Here's a paper (pdf) I just stumbled across from the always-interesting Richard Freeman on labor unions and the internet.
This paper shows that in the 2000s unions in the UK and US made innovative use of the Internet to deliver union services and move toward open source unions better suited for the modern world than traditional union structures. In contrast to analysts who see unions as being on an inexorable path of decline, I argue that these innovations are changing unions from institutions of the Webbs to institutions of the Web, which will improve their effectiveness and revive their role as the key worker organization in capitalism.
Not sure all the examples he gives entirely support the strong version of this thesis, though.

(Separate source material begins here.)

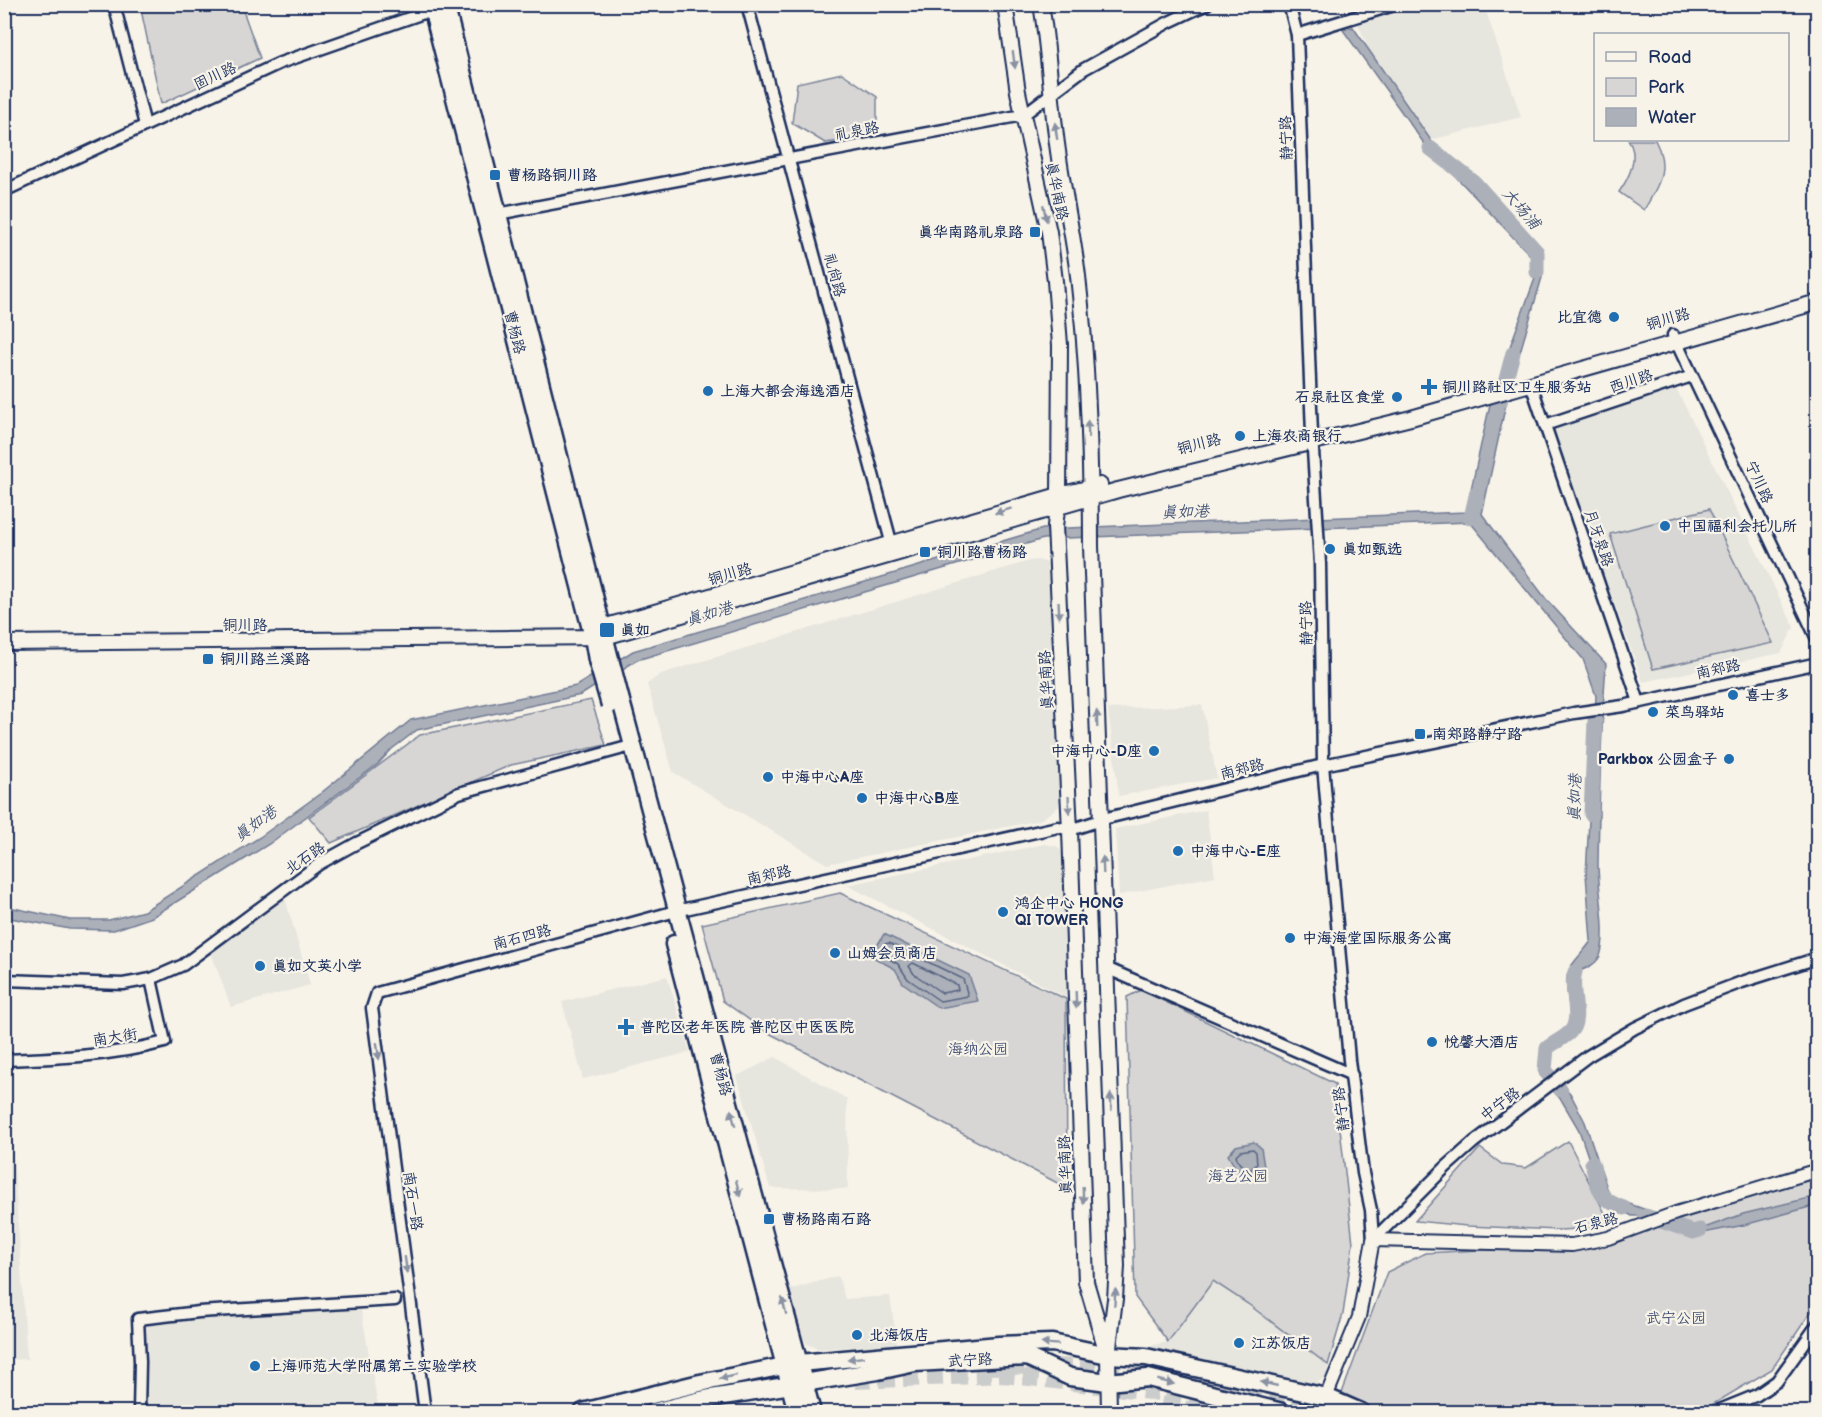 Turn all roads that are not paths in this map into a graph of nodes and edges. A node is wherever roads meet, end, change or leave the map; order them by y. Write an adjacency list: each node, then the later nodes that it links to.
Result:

The best use of the internet so far seems to have been the AFL-CIO's Working Families Network, which was essentially a massive email list of union members and activists. The AFL-CIO used the lists to raise around $350,000 to support the Safeway grocery strike in 2003, and deployed their email minions to give their activists a swift kick in the pants. Good times all around. Well, hopefully this works on a broader scale. I certainly don't know what, exactly, it will take for unions to reverse the steady decline in labor density over the last twenty years—maybe nothing can stop the trend, maybe only drastic Congressional action, maybe some slick new organizational strategies—but Freeman seems optimistic that the internet will be a flaming scimitar here. Don't we all...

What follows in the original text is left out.